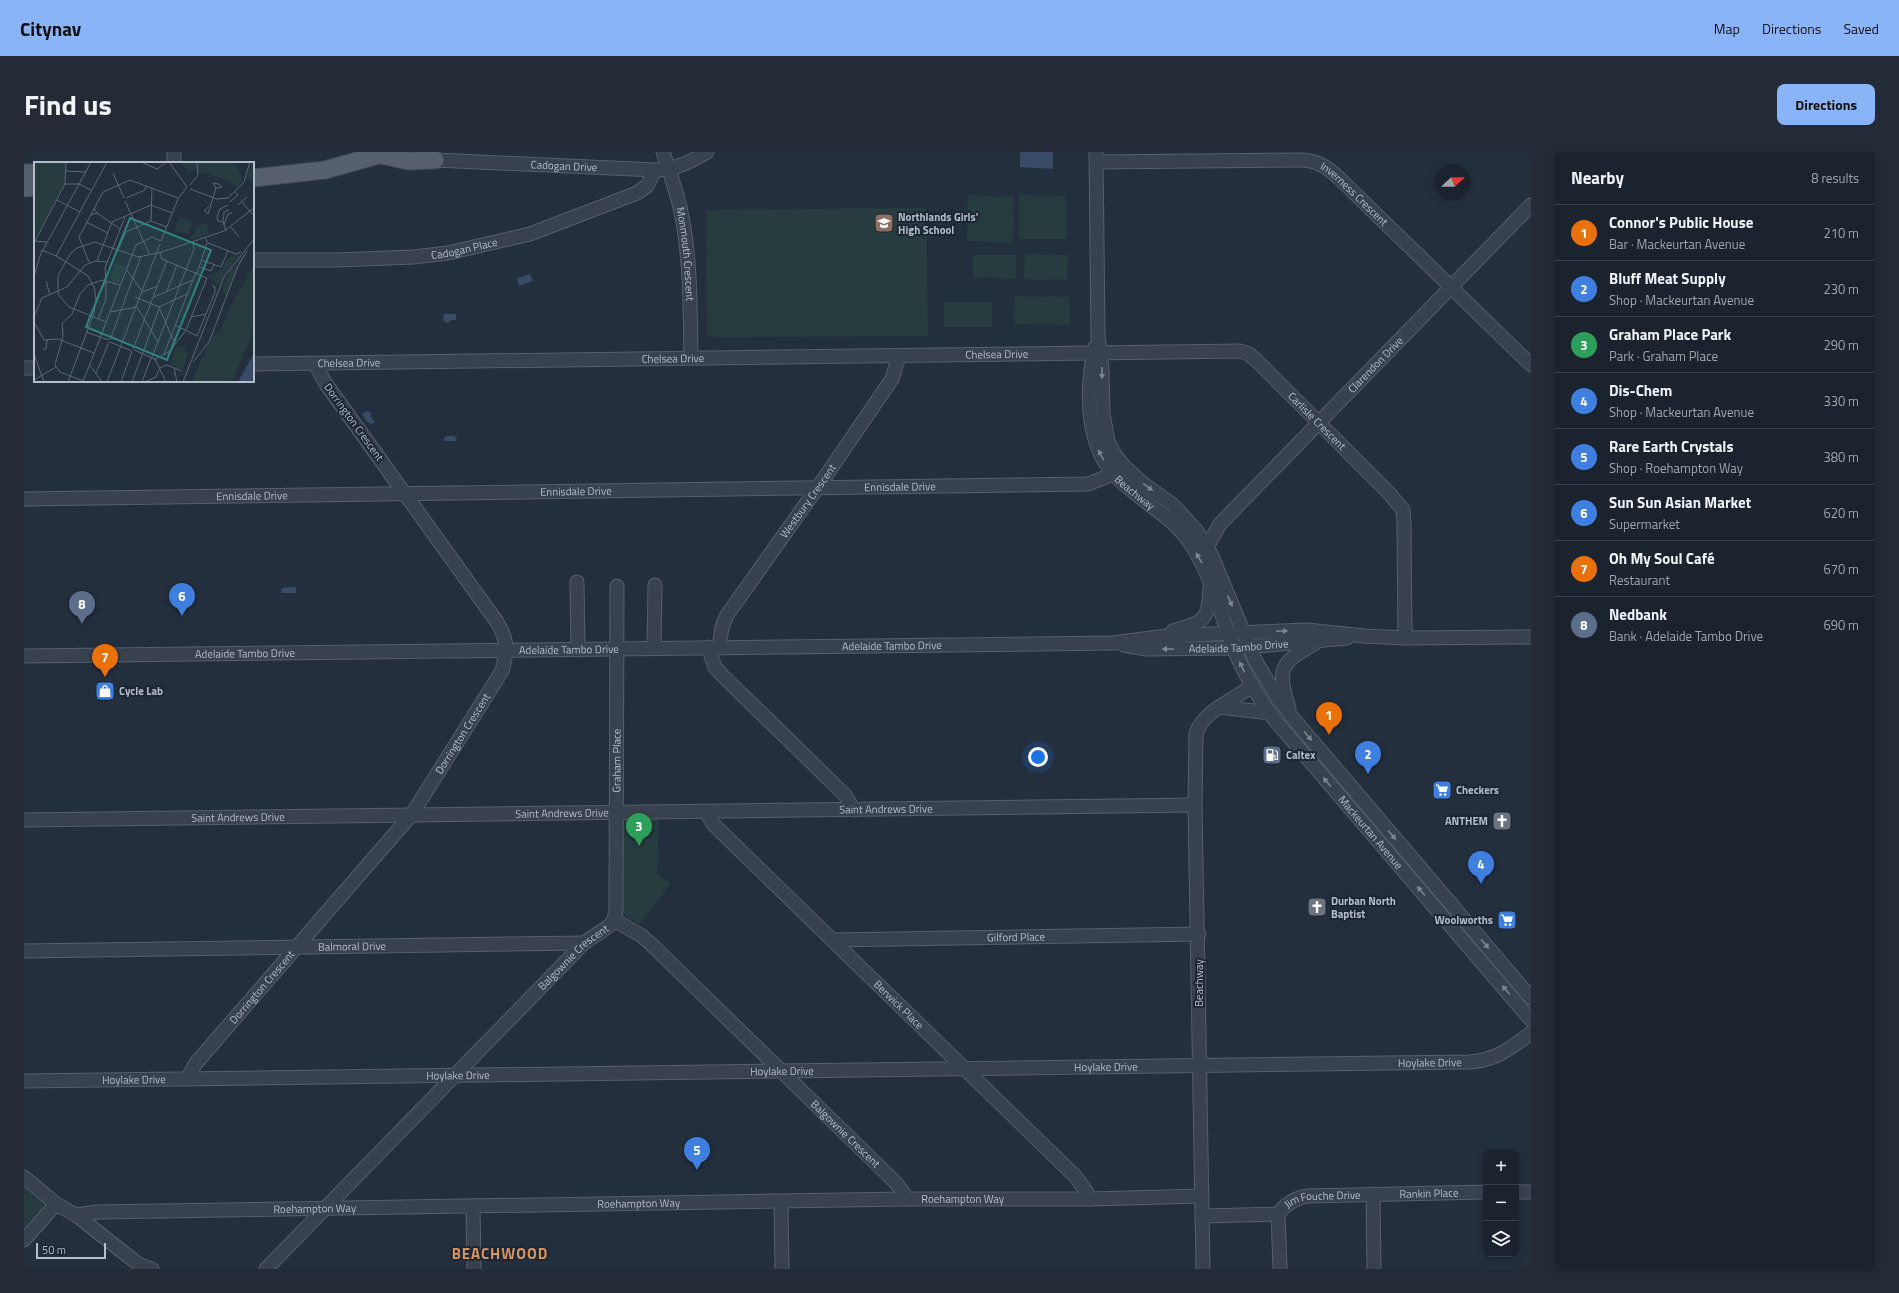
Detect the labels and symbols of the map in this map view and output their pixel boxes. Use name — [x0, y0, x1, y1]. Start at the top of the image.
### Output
street label: Cadogan Drive — [530, 156, 598, 175]
street label: Inverness Crescent — [1318, 158, 1392, 230]
inset map — [34, 162, 254, 382]
north arrow — [1435, 164, 1471, 200]
street label: Monmouth Crescent — [672, 206, 698, 301]
place label: Northlands Girls' High School — [898, 209, 979, 238]
school or university icon: Northlands Girls' High School — [873, 212, 895, 234]
street label: Cadogan Place — [430, 234, 499, 263]
street label: Clarendon Drive — [1344, 332, 1407, 396]
street label: Chelsea Drive — [965, 346, 1029, 363]
street label: Chelsea Drive — [641, 350, 705, 367]
street label: Chelsea Drive — [318, 354, 381, 371]
one-way arrow — [1099, 367, 1105, 380]
street label: Dorrington Crescent — [320, 380, 388, 464]
street label: Carlisle Crescent — [1284, 388, 1350, 454]
one-way arrow — [1098, 449, 1104, 461]
street label: Westbury Crescent — [776, 461, 840, 541]
street label: Beachway — [1111, 471, 1159, 514]
street label: Ennisdale Drive — [864, 478, 936, 495]
street label: Ennisdale Drive — [540, 483, 612, 500]
one-way arrow — [1143, 483, 1154, 491]
street label: Ennisdale Drive — [216, 487, 288, 504]
one-way arrow — [1195, 552, 1202, 564]
pin: 6 — [169, 583, 195, 616]
pin: 8 — [69, 591, 95, 624]
one-way arrow — [1228, 596, 1234, 608]
one-way arrow — [1276, 628, 1289, 634]
street label: Adelaide Tambo Drive — [1189, 635, 1290, 657]
street label: Adelaide Tambo Drive — [842, 637, 942, 654]
street label: Adelaide Tambo Drive — [519, 641, 619, 658]
pin: 7 — [92, 644, 118, 677]
street label: Adelaide Tambo Drive — [195, 645, 295, 662]
one-way arrow — [1161, 646, 1174, 652]
one-way arrow — [1239, 661, 1245, 672]
shop icon: Cycle Lab — [94, 680, 116, 702]
place label: Cycle Lab — [119, 683, 163, 699]
street label: Dorrington Crescent — [431, 690, 494, 777]
pin: 1 — [1316, 702, 1342, 735]
street label: Graham Place — [608, 728, 625, 793]
one-way arrow — [1303, 731, 1312, 741]
pin: 2 — [1355, 741, 1381, 774]
fuel station icon: Caltex — [1261, 744, 1283, 766]
your location — [1028, 747, 1048, 767]
place label: Caltex — [1286, 747, 1316, 763]
one-way arrow — [1323, 778, 1332, 787]
supermarket icon: Checkers — [1431, 779, 1453, 801]
place label: Checkers — [1456, 782, 1499, 798]
street label: Mackeurtan Avenue — [1335, 792, 1407, 873]
street label: Saint Andrews Drive — [839, 800, 933, 818]
street label: Saint Andrews Drive — [515, 805, 609, 822]
street label: Saint Andrews Drive — [191, 809, 285, 826]
church icon: ANTHEM — [1491, 810, 1513, 832]
pin: 3 — [626, 813, 652, 846]
place label: ANTHEM — [1445, 813, 1488, 829]
one-way arrow — [1388, 829, 1397, 840]
pin: 4 — [1468, 851, 1494, 884]
one-way arrow — [1417, 886, 1426, 897]
place label: Durban North Baptist — [1331, 893, 1396, 922]
church icon: Durban North Baptist — [1306, 896, 1328, 918]
supermarket icon: Woolworths — [1496, 909, 1518, 931]
place label: Woolworths — [1435, 912, 1493, 928]
street label: Balgownie Crescent — [534, 920, 612, 994]
street label: Gilford Place — [987, 929, 1046, 945]
street label: Balmoral Drive — [318, 938, 387, 955]
one-way arrow — [1481, 939, 1490, 950]
street label: Dorrington Crescent — [225, 947, 299, 1027]
street label: Beachway — [1191, 959, 1207, 1007]
street label: Berwick Place — [870, 977, 928, 1033]
one-way arrow — [1501, 985, 1510, 995]
street label: Hoylake Drive — [1398, 1054, 1462, 1071]
street label: Hoylake Drive — [1074, 1058, 1138, 1075]
street label: Hoylake Drive — [750, 1063, 814, 1079]
street label: Hoylake Drive — [426, 1067, 490, 1084]
street label: Hoylake Drive — [102, 1071, 166, 1088]
street label: Balgownie Crescent — [807, 1096, 884, 1171]
pin: 5 — [684, 1137, 710, 1170]
street label: Rankin Place — [1399, 1185, 1459, 1202]
street label: Jim Fouche Drive — [1281, 1187, 1361, 1212]
street label: Roehampton Way — [921, 1191, 1005, 1207]
street label: Roehampton Way — [597, 1195, 681, 1212]
street label: Roehampton Way — [273, 1200, 357, 1217]
scale bar — [36, 1241, 106, 1260]
district label: BEACHWOOD — [452, 1242, 548, 1265]

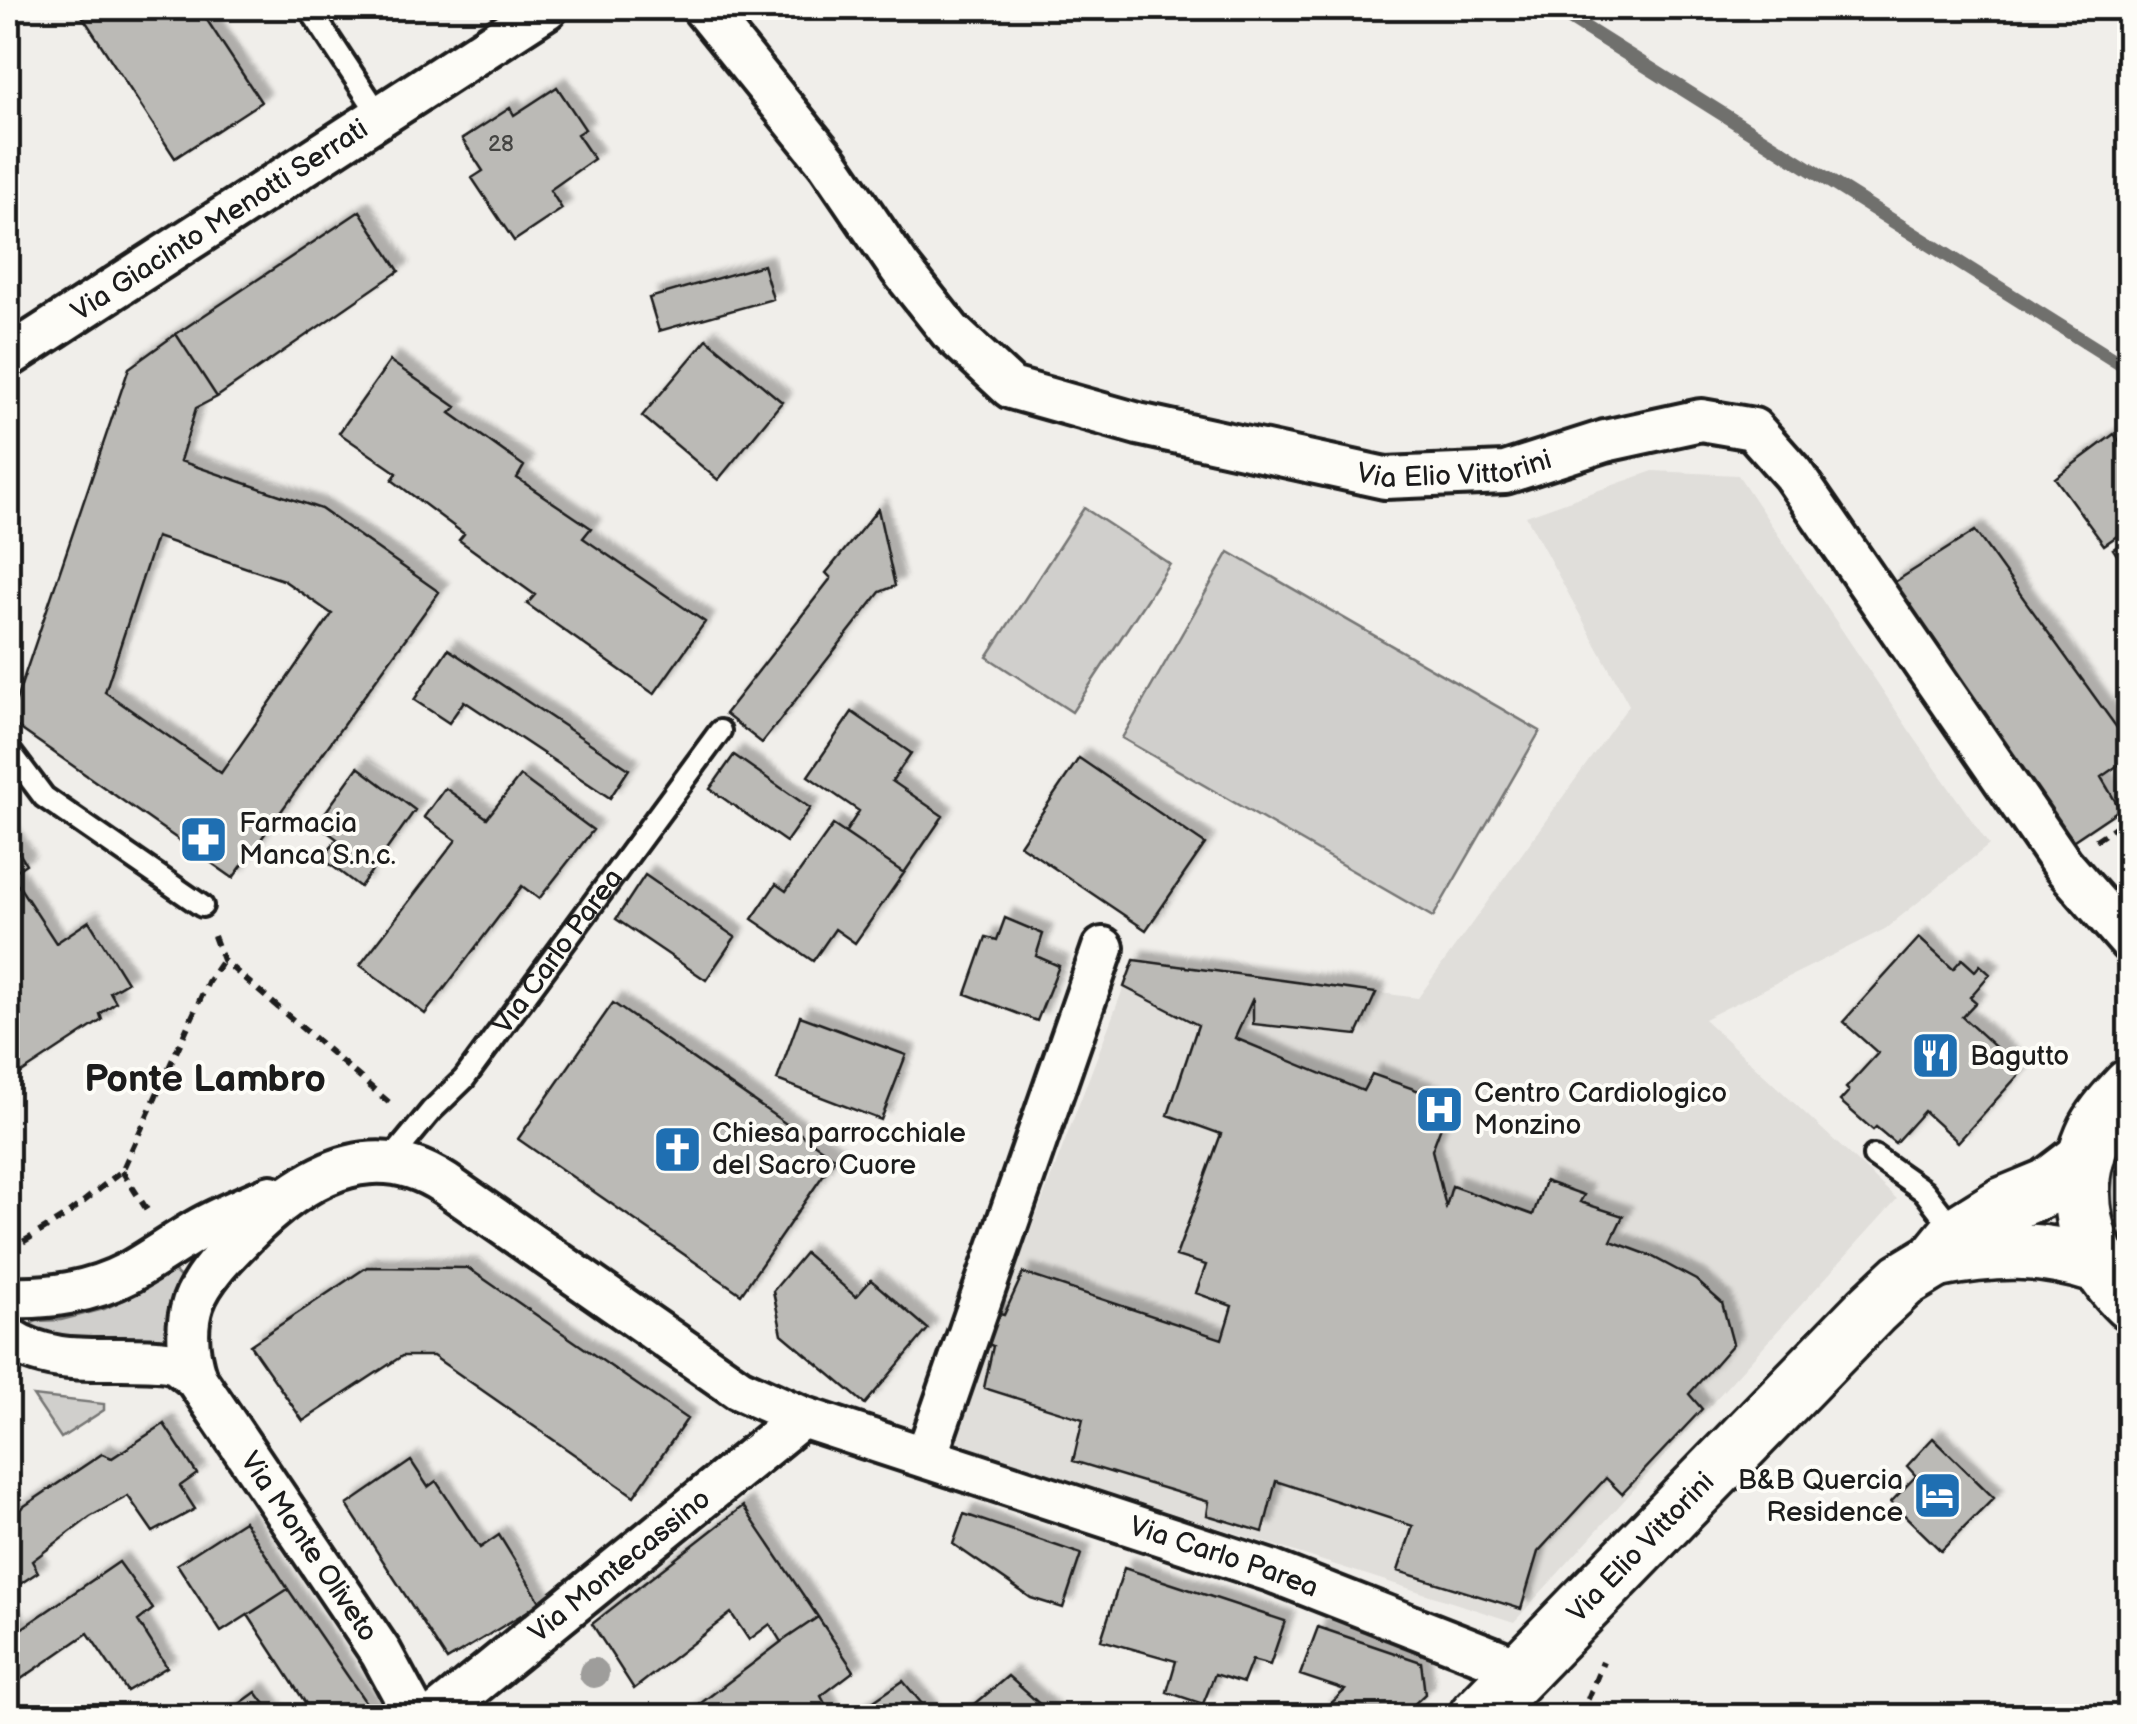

■ The task
Leave the images out. Set down all of the material above exactly.

■ Answer area
Detect the labels and symbols of the map in this map view and output their pixel boxes. Use name — [x0, y0, x1, y1]. Start at the top of the image.
### Output
street label: Cadogan Drive — [530, 156, 598, 175]
street label: Inverness Crescent — [1318, 158, 1392, 230]
inset map — [34, 162, 254, 382]
north arrow — [1435, 164, 1471, 200]
street label: Monmouth Crescent — [672, 206, 698, 301]
place label: Northlands Girls' High School — [898, 209, 979, 238]
school or university icon: Northlands Girls' High School — [873, 212, 895, 234]
street label: Cadogan Place — [430, 234, 499, 263]
street label: Clarendon Drive — [1344, 332, 1407, 396]
street label: Chelsea Drive — [965, 346, 1029, 363]
street label: Chelsea Drive — [641, 350, 705, 367]
street label: Chelsea Drive — [318, 354, 381, 371]
one-way arrow — [1099, 367, 1105, 380]
street label: Dorrington Crescent — [320, 380, 388, 464]
street label: Carlisle Crescent — [1284, 388, 1350, 454]
one-way arrow — [1098, 449, 1104, 461]
street label: Westbury Crescent — [776, 461, 840, 541]
street label: Beachway — [1111, 471, 1159, 514]
street label: Ennisdale Drive — [864, 478, 936, 495]
street label: Ennisdale Drive — [540, 483, 612, 500]
one-way arrow — [1143, 483, 1154, 491]
street label: Ennisdale Drive — [216, 487, 288, 504]
one-way arrow — [1195, 552, 1202, 564]
pin: 6 — [169, 583, 195, 616]
pin: 8 — [69, 591, 95, 624]
one-way arrow — [1228, 596, 1234, 608]
one-way arrow — [1276, 628, 1289, 634]
street label: Adelaide Tambo Drive — [1189, 635, 1290, 657]
street label: Adelaide Tambo Drive — [842, 637, 942, 654]
street label: Adelaide Tambo Drive — [519, 641, 619, 658]
pin: 7 — [92, 644, 118, 677]
street label: Adelaide Tambo Drive — [195, 645, 295, 662]
one-way arrow — [1161, 646, 1174, 652]
one-way arrow — [1239, 661, 1245, 672]
shop icon: Cycle Lab — [94, 680, 116, 702]
place label: Cycle Lab — [119, 683, 163, 699]
street label: Dorrington Crescent — [431, 690, 494, 777]
pin: 1 — [1316, 702, 1342, 735]
street label: Graham Place — [608, 728, 625, 793]
one-way arrow — [1303, 731, 1312, 741]
pin: 2 — [1355, 741, 1381, 774]
fuel station icon: Caltex — [1261, 744, 1283, 766]
your location — [1028, 747, 1048, 767]
place label: Caltex — [1286, 747, 1316, 763]
one-way arrow — [1323, 778, 1332, 787]
supermarket icon: Checkers — [1431, 779, 1453, 801]
place label: Checkers — [1456, 782, 1499, 798]
street label: Mackeurtan Avenue — [1335, 792, 1407, 873]
street label: Saint Andrews Drive — [839, 800, 933, 818]
street label: Saint Andrews Drive — [515, 805, 609, 822]
street label: Saint Andrews Drive — [191, 809, 285, 826]
church icon: ANTHEM — [1491, 810, 1513, 832]
pin: 3 — [626, 813, 652, 846]
place label: ANTHEM — [1445, 813, 1488, 829]
one-way arrow — [1388, 829, 1397, 840]
pin: 4 — [1468, 851, 1494, 884]
one-way arrow — [1417, 886, 1426, 897]
place label: Durban North Baptist — [1331, 893, 1396, 922]
church icon: Durban North Baptist — [1306, 896, 1328, 918]
supermarket icon: Woolworths — [1496, 909, 1518, 931]
place label: Woolworths — [1435, 912, 1493, 928]
street label: Balgownie Crescent — [534, 920, 612, 994]
street label: Gilford Place — [987, 929, 1046, 945]
street label: Balmoral Drive — [318, 938, 387, 955]
one-way arrow — [1481, 939, 1490, 950]
street label: Dorrington Crescent — [225, 947, 299, 1027]
street label: Beachway — [1191, 959, 1207, 1007]
street label: Berwick Place — [870, 977, 928, 1033]
one-way arrow — [1501, 985, 1510, 995]
street label: Hoylake Drive — [1398, 1054, 1462, 1071]
street label: Hoylake Drive — [1074, 1058, 1138, 1075]
street label: Hoylake Drive — [750, 1063, 814, 1079]
street label: Hoylake Drive — [426, 1067, 490, 1084]
street label: Hoylake Drive — [102, 1071, 166, 1088]
street label: Balgownie Crescent — [807, 1096, 884, 1171]
pin: 5 — [684, 1137, 710, 1170]
street label: Rankin Place — [1399, 1185, 1459, 1202]
street label: Jim Fouche Drive — [1281, 1187, 1361, 1212]
street label: Roehampton Way — [921, 1191, 1005, 1207]
street label: Roehampton Way — [597, 1195, 681, 1212]
street label: Roehampton Way — [273, 1200, 357, 1217]
scale bar — [36, 1241, 106, 1260]
district label: BEACHWOOD — [452, 1242, 548, 1265]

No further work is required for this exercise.